Regalos de Reyes en el Gene Byron: concierto de villancicos y exposición de nacimientos
Guanajuato Gto. El día 6, niños y niñas recibieron el regalo de los Reyes Magos; el domingo 8, Melchor, Gaspar y Baltazar llegaron al museo Gene Byro para disfrutar el concierto “Los tres Reyes a Belén”, una sinfonía de villancicos que engalanó otra maravilla: la colección de nacimientos de César Piña-
El primer concierto del año en la Casa Museo que durante décadas fue el recinto del republicano español Virgilio Fernández inició con casa llena.
Claudia Barrientos, soprano; Alberto Yepes, tenor (y panderero); y Daniel Pérez Urquieta, barítono, con Daniel Guzmán al piano, ofrecieron un concierto que lamentablemente sólo pudo disfrutar el público en número limitado por el recinto.
El concierto fue toda una narrativa musical:
Empezó con La Anunciación de la Virgen María con “El Valle de las Rosas”; siguieron con El Empadronamiento a través de “Hacia el nacimiento del Niño Jesús”. Luego, La anunciación de los pastores con dos piezas: “Los pastores” y ”Hacia Belén va un borrico”.
Llegó el momento cumbre con El Nacimiento, explicado musicalmente con el Coro de ángeles “Alegría para el mundo”, pieza ultra clásica navideña.
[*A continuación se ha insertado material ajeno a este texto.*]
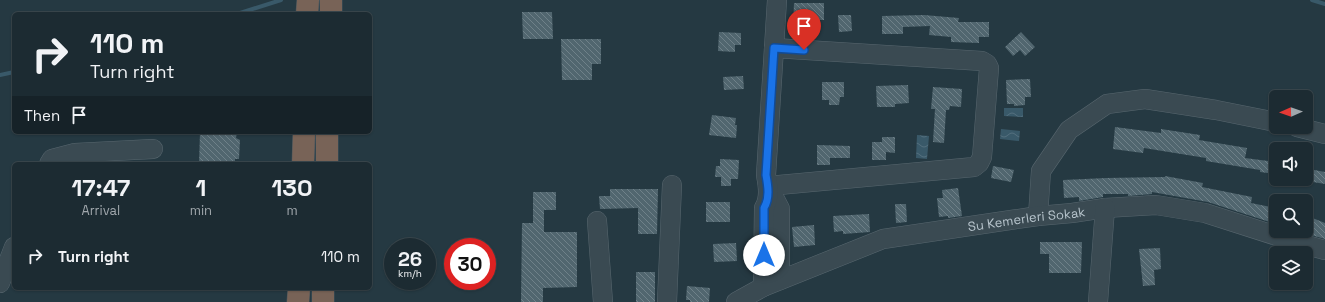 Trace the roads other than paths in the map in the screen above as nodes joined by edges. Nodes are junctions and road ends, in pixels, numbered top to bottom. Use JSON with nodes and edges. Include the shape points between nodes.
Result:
{"nodes":[{"id":1,"x":308,"y":0,"type":"edge"},
{"id":2,"x":331,"y":0,"type":"edge"},
{"id":3,"x":777,"y":0,"type":"edge"},
{"id":4,"x":307,"y":12,"type":"edge"},
{"id":5,"x":331,"y":12,"type":"edge"},
{"id":6,"x":774,"y":48,"type":"junction"},
{"id":7,"x":1269,"y":121,"type":"edge"},
{"id":8,"x":1313,"y":131,"type":"edge"},
{"id":9,"x":304,"y":134,"type":"edge"},
{"id":10,"x":328,"y":134,"type":"edge"},
{"id":11,"x":1325,"y":134,"type":"edge"},
{"id":12,"x":154,"y":149,"type":"dead end"},
{"id":13,"x":50,"y":162,"type":"edge"},
{"id":14,"x":303,"y":162,"type":"edge"},
{"id":15,"x":326,"y":162,"type":"edge"},
{"id":16,"x":672,"y":185,"type":"dead end"},
{"id":17,"x":768,"y":186,"type":"junction"},
{"id":18,"x":1105,"y":208,"type":"junction"},
{"id":19,"x":1038,"y":216,"type":"junction"},
{"id":20,"x":597,"y":221,"type":"dead end"},
{"id":21,"x":1325,"y":250,"type":"edge"},
{"id":22,"x":12,"y":252,"type":"edge"},
{"id":23,"x":0,"y":282,"type":"edge"},
{"id":24,"x":772,"y":283,"type":"junction"},
{"id":25,"x":299,"y":290,"type":"edge"},
{"id":26,"x":323,"y":290,"type":"edge"},
{"id":27,"x":740,"y":301,"type":"edge"},
{"id":28,"x":298,"y":302,"type":"edge"},
{"id":29,"x":323,"y":302,"type":"edge"},
{"id":30,"x":603,"y":302,"type":"edge"},
{"id":31,"x":667,"y":302,"type":"edge"},
{"id":32,"x":1098,"y":302,"type":"edge"}],
"edges":[{"from":1,"to":4,"type":"highway"},
{"from":2,"to":5,"type":"highway"},
{"from":3,"to":6,"type":"street"},
{"from":6,"to":17,"type":"street","via":[[766,175]]},
{"from":6,"to":17,"type":"street","via":[[982,61],[989,68],[982,157],[980,163],[974,167]]},
{"from":7,"to":19,"type":"street","via":[[1145,99],[1107,104],[1069,130],[1041,171]]},
{"from":8,"to":11,"type":"street"},
{"from":9,"to":14,"type":"highway"},
{"from":10,"to":15,"type":"highway"},
{"from":12,"to":13,"type":"street","via":[[75,153],[52,159]]},
{"from":16,"to":31,"type":"street"},
{"from":17,"to":24,"type":"street","via":[[780,209]]},
{"from":18,"to":19,"type":"street","name":"Su Kemerleri Sokak"},
{"from":18,"to":21,"type":"street","name":"Su Kemerleri Sokak","via":[[1156,205],[1205,213]]},
{"from":18,"to":32,"type":"street"},
{"from":19,"to":24,"type":"street","name":"Su Kemerleri Sokak","via":[[883,239]]},
{"from":20,"to":30,"type":"street"},
{"from":22,"to":23,"type":"street"},
{"from":24,"to":27,"type":"street","name":"Su Kemerleri Sokak"},
{"from":25,"to":28,"type":"highway"},
{"from":26,"to":29,"type":"highway"}]}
Prosiguieron con La Adoración de los Pastores y el canto “Vamos, pastores, vamos”, para seguir con Los Sabios de Oriente, “Melchor, Gaspar y Baltasa” (los reyes magos de la ilusión) y “Los Reyes Magos”.
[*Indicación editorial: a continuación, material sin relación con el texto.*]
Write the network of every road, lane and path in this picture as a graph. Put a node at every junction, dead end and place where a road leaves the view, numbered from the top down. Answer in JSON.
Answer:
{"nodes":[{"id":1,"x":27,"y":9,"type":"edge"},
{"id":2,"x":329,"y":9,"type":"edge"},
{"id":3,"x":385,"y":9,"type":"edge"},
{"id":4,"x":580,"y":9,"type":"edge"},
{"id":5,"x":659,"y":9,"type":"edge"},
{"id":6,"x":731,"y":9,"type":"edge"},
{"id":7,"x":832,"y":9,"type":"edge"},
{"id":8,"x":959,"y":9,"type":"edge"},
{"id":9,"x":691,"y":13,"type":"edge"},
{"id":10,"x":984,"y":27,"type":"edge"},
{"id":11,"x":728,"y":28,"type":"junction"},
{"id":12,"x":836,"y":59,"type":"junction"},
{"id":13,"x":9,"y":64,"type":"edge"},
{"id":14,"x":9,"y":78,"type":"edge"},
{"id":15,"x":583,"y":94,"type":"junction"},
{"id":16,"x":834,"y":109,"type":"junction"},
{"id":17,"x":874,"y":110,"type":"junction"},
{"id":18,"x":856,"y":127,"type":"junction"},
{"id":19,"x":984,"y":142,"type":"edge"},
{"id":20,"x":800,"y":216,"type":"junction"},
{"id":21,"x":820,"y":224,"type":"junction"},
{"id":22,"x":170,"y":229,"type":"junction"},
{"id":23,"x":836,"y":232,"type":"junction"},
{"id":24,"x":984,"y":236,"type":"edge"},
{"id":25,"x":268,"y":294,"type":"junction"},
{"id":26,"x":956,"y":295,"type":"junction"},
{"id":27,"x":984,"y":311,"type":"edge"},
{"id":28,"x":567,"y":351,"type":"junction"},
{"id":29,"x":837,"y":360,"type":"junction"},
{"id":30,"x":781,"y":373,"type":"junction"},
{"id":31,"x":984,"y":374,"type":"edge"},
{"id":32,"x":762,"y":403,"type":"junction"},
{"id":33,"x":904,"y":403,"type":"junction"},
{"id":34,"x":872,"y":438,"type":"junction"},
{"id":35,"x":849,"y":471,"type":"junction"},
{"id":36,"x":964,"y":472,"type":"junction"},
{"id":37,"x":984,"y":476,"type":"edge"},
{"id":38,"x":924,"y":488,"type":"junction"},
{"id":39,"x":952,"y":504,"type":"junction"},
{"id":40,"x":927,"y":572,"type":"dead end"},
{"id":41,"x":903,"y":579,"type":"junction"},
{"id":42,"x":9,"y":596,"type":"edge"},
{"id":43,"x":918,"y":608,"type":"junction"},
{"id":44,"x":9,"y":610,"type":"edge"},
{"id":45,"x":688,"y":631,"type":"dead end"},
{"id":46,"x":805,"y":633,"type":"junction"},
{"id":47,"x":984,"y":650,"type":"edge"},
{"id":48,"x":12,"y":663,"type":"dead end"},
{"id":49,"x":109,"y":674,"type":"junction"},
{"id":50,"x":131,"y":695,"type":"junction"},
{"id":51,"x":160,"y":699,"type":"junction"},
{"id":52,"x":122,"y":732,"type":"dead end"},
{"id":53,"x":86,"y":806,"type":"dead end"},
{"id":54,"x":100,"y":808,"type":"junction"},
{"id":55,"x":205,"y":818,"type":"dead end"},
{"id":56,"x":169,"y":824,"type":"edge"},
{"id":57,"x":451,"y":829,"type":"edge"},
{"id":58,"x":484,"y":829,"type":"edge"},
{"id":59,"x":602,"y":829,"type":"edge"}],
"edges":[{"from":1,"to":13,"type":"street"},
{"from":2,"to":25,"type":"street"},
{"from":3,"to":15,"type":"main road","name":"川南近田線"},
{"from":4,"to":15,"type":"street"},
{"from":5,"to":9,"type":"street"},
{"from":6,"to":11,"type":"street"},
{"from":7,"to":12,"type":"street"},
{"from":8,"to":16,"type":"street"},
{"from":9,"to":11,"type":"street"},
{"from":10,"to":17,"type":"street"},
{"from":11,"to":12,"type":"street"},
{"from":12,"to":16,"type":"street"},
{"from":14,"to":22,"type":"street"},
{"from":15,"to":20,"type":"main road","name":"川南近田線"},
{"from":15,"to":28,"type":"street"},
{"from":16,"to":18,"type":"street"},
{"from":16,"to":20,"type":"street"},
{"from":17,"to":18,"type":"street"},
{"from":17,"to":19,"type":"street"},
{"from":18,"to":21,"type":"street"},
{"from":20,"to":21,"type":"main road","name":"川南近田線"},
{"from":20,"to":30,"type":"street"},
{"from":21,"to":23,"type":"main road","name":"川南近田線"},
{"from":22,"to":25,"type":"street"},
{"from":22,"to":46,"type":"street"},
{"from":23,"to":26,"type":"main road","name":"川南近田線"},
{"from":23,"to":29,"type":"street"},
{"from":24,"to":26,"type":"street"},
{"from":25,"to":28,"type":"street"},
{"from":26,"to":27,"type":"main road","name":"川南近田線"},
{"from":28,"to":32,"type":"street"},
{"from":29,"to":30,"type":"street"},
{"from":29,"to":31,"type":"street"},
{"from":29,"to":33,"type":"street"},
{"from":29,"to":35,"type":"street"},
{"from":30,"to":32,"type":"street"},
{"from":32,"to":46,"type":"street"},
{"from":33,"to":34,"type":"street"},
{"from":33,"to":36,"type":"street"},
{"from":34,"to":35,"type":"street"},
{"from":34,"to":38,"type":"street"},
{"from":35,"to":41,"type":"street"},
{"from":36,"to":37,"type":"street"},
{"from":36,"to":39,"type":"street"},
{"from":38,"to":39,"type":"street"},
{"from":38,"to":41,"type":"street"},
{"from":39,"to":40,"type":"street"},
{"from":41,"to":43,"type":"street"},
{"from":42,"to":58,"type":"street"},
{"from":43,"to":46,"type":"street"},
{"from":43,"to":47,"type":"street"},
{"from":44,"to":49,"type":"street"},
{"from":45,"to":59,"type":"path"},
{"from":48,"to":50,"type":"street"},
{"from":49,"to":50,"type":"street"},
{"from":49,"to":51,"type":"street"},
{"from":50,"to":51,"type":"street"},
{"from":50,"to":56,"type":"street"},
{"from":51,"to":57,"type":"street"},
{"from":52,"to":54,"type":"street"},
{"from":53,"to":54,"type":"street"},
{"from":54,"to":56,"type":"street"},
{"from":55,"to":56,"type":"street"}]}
Fue toda una secuencia de villancicos inspirados en tonadillas italianas, con un trío operístico de primer nivel, que hicieron del concierto un deleite entre ellos y una fascinación para la concurrencia.
Y llegó la nostalgua con Cri Cri en Navidad, con tres piezas de don Gabilondo Soler: “Noche Buena”, ”Pastorela Mexicana” y ”Los Reyes Magos”; para rematar con Adoración final y una de las piezas más mundialmente famosas y populares: “El Niño del Tambor”.
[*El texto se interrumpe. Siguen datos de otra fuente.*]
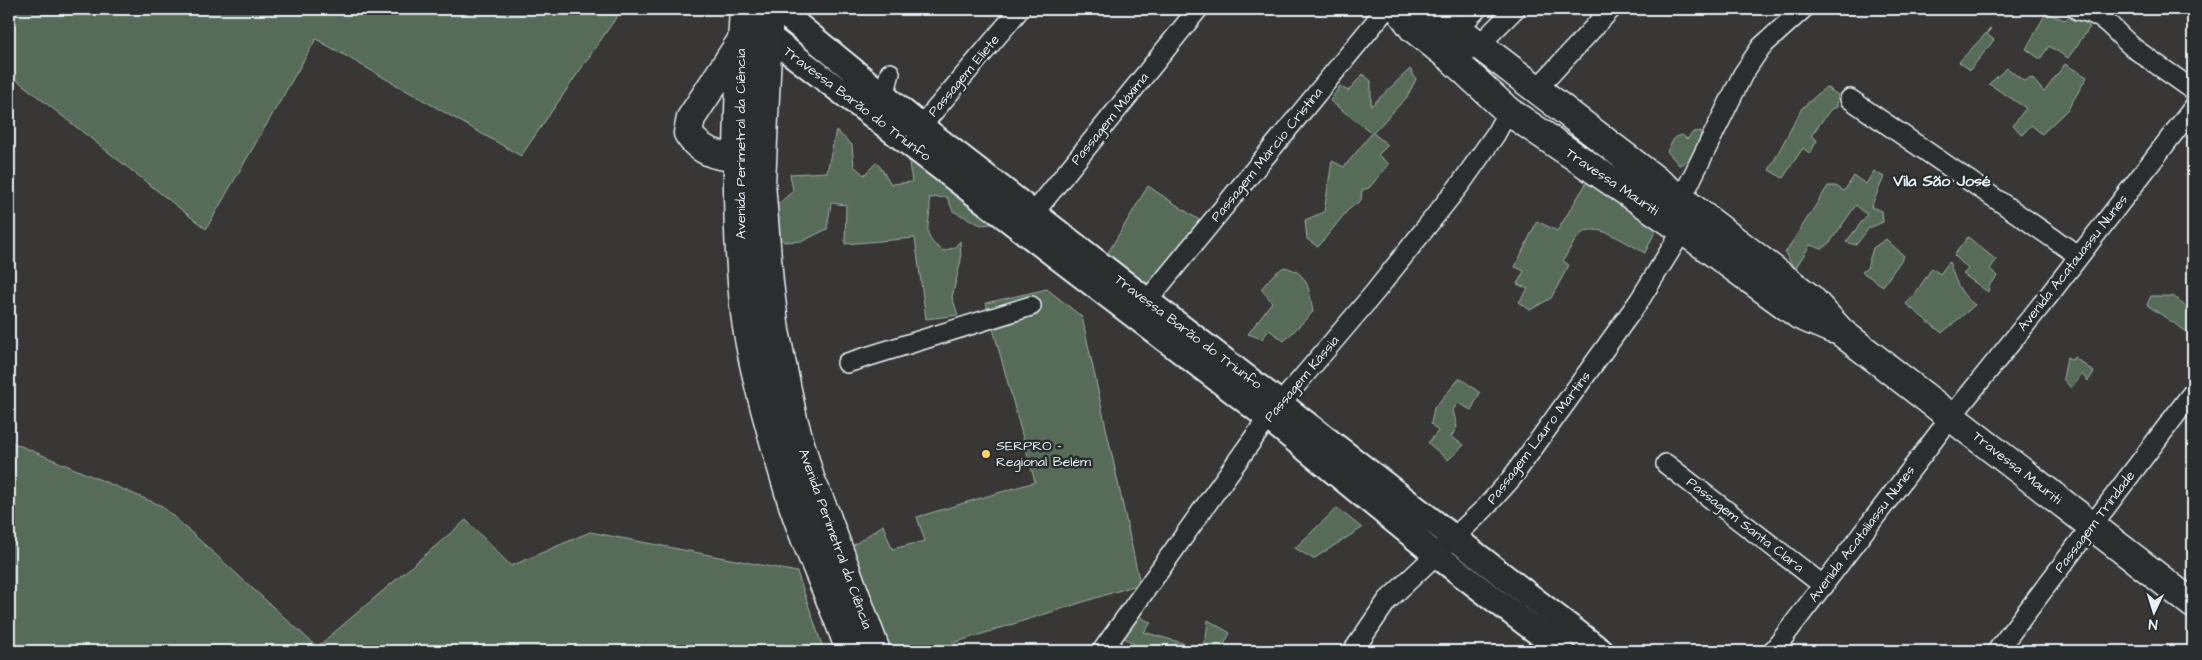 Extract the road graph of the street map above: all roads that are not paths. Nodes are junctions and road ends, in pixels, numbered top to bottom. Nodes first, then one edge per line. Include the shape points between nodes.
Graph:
1 (744, 9) edge
2 (778, 9) edge
3 (1020, 9) edge
4 (1198, 9) edge
5 (1386, 9) edge
6 (1399, 9) edge
7 (1426, 9) edge
8 (1477, 9) edge
9 (1515, 9) edge
10 (1611, 9) edge
11 (1803, 9) edge
12 (2078, 10) dead end
13 (759, 28) edge
14 (1458, 29) junction
15 (1478, 46) junction
16 (1452, 59) junction
17 (1536, 90) junction
18 (2193, 90) edge
19 (1850, 99) dead end
20 (2193, 108) edge
21 (1508, 112) junction
22 (915, 134) junction
23 (750, 157) junction
24 (1681, 200) junction
25 (1028, 221) junction
26 (1683, 230) junction
27 (2079, 256) junction
28 (1147, 302) junction
29 (1032, 306) dead end
30 (1841, 332) junction
31 (847, 363) dead end
32 (2193, 392) edge
33 (1275, 410) junction
34 (1950, 417) junction
35 (1666, 464) dead end
36 (2092, 526) junction
37 (1454, 538) junction
38 (1435, 554) junction
39 (1824, 586) junction
40 (2193, 604) edge
41 (850, 651) edge
42 (876, 651) edge
43 (1102, 651) edge
44 (1353, 651) edge
45 (1562, 651) edge
46 (1601, 651) edge
47 (1773, 651) edge
48 (1997, 651) edge

1 - 13 main road, Avenida Perimetral da Ciência
2 - 22 street, Travessa Barão do Triunfo via 887,84
3 - 22 street, Passagem Eliete
4 - 25 street, Passagem Máxima
5 - 28 street, Passagem Márcio Cristina
6 - 16 main road, Travessa Mauriti via 1413,28
7 - 14 main road, Travessa Mauriti
8 - 14 street
9 - 15 street
10 - 17 street
11 - 24 street via 1761,47 1742,74
12 - 18 street via 2098,16 2118,30 2133,48
13 - 22 street, Travessa Barão do Triunfo
13 - 23 main road, Avenida Perimetral da Ciência
13 - 23 main road via 691,118 688,133 694,144 712,154
14 - 15 main road, Travessa Mauriti
14 - 16 street
15 - 16 street
15 - 17 main road, Travessa Mauriti
16 - 21 main road, Travessa Mauriti
17 - 24 main road, Travessa Mauriti
19 - 27 street
20 - 27 street, Avenida Acatauassu Nunes
21 - 26 main road, Travessa Mauriti
21 - 33 street, Passagem Kássia via 1462,182
22 - 25 street, Travessa Barão do Triunfo
23 - 41 main road, Avenida Perimetral da Ciência via 739,234 744,306 757,374 799,524
23 - 42 main road, Avenida Perimetral da Ciência via 761,183 775,331 793,419 810,478
24 - 30 main road, Travessa Mauriti via 1810,298
25 - 28 street, Travessa Barão do Triunfo
25 - 33 street, Travessa Barão do Triunfo
26 - 30 main road, Travessa Mauriti via 1799,315
26 - 37 street, Passagem Lauro Martins via 1639,301 1572,397 1511,479
27 - 34 street, Avenida Acatauassu Nunes
28 - 33 street, Travessa Barão do Triunfo
29 - 31 street
30 - 34 main road, Travessa Mauriti
32 - 36 street, Passagem Trindade
33 - 37 street, Travessa Barão do Triunfo
33 - 38 street, Travessa Barão do Triunfo
33 - 43 street, Passagem Kássia
34 - 36 main road, Travessa Mauriti
34 - 39 street, Avenida Acataliassu Nunes
35 - 39 street, Passagem Santa Clara
36 - 40 main road, Travessa Mauriti
36 - 48 street, Passagem Trindade
37 - 38 street, Passagem Lauro Martins
37 - 46 street, Travessa Barão do Triunfo
38 - 44 street, Passagem Lauro Martins via 1387,601
38 - 45 street, Travessa Barão do Triunfo
39 - 47 street, Avenida Acataliassu Nunes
El rom pom pom pon llevó a un encore y trío y pianista merecieron caravana y quitarse el sombrero.
El otro regalo
En 1223, en el Santuario de Greccio, Italia, Francisco de Asís representó el nacimiento de Jesús. Vistió a personas con los atavíos que se consideraban de la época y lugar de El Salvador y sembró semilla para que esa representación se hiciera con pequeñas figuras alusivas al tema.
Así nacieron los nacimientos navideños (redundancia con licencia poética) que llegaron a América vía la conquista y la catequización. Ahora México es paraíso de creadores artesanales de Belenes y peregrinos.
En el nombre del cielo, César Piña, quien junto con su madre colecciona los nacimientos, dio pasada a la concurrencia y encabezó el recorrido por una exposición de 40 montajes de figurillas y representaciones en tela y otros materiales.
Así se dio por inaugurada la exposición “En Belén a Medianoche”. Se trata de nacimientos tanto contemporáneos como antiguos, procedentes de diferentes países, de los que destaca Italia y de estados mexicanos como Oaxaca, Jalisco, la ciudad de México y regiones diversas del mismo Guanajuato: Salamanca, Celaya, la capital y otras localidades.
Resalta el nacimiento de figuras de cera realizadas por la artista salmantina Velia Villanueva
Los que nos portamos bien y fuimos el domingo a la Casa Museo Gene Byron, disfrutamos ambos regalos. No se pierda la exposición. Son apenas 40 de 350 piezas. Las hay hechas en 1900, con materiales que van desde la hoja de palma hasta la pasta cerámica, pasando por la madera, especialmente el patol.